■ **Raw data**
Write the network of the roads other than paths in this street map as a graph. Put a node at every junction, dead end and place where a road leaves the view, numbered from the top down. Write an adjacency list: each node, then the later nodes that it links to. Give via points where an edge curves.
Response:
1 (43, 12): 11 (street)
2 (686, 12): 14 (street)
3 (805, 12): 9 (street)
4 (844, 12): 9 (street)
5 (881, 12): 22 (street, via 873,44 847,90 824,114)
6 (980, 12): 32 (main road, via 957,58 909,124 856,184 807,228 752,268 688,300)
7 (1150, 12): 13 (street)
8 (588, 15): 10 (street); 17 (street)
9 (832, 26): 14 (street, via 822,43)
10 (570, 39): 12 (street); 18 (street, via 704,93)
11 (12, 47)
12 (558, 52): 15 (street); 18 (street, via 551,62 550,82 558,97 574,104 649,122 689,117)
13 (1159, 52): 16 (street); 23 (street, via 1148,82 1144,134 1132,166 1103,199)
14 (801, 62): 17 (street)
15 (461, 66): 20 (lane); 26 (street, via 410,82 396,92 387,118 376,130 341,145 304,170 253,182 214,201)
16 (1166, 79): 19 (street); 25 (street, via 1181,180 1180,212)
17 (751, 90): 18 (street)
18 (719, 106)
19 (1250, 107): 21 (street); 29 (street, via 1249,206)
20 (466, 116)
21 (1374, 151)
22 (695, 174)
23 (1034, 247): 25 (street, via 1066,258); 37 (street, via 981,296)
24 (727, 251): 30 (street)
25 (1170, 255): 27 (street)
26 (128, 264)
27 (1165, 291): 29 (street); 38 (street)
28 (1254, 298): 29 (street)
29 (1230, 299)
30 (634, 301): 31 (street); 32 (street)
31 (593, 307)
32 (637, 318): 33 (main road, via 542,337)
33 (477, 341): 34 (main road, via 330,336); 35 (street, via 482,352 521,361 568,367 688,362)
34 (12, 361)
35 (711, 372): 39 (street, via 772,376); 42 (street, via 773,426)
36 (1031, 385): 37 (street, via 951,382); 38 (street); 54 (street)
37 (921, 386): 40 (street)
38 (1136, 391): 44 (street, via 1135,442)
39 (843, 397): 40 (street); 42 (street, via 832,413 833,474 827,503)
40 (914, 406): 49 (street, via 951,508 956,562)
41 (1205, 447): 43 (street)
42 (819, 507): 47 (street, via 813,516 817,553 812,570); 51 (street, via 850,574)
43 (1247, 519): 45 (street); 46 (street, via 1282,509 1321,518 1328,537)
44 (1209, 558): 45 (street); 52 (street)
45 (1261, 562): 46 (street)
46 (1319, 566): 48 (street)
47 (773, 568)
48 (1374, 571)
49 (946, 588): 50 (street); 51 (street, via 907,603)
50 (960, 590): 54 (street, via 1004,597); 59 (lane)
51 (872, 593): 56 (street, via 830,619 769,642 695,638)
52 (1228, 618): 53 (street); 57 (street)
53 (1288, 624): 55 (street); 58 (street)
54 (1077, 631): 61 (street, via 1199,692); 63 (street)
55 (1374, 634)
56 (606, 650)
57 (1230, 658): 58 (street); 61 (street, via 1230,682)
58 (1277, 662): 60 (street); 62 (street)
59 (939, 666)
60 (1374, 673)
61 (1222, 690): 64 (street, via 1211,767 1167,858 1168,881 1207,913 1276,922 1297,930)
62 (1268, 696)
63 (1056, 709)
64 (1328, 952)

■ **Assigned task**
Reading through the records above, report each line in which the string "lane" is found.

■ **Completed exercise**
15 (461, 66): 20 (lane); 26 (street, via 410,82 396,92 387,118 376,130 341,145 304,170 253,182 214,201)
50 (960, 590): 54 (street, via 1004,597); 59 (lane)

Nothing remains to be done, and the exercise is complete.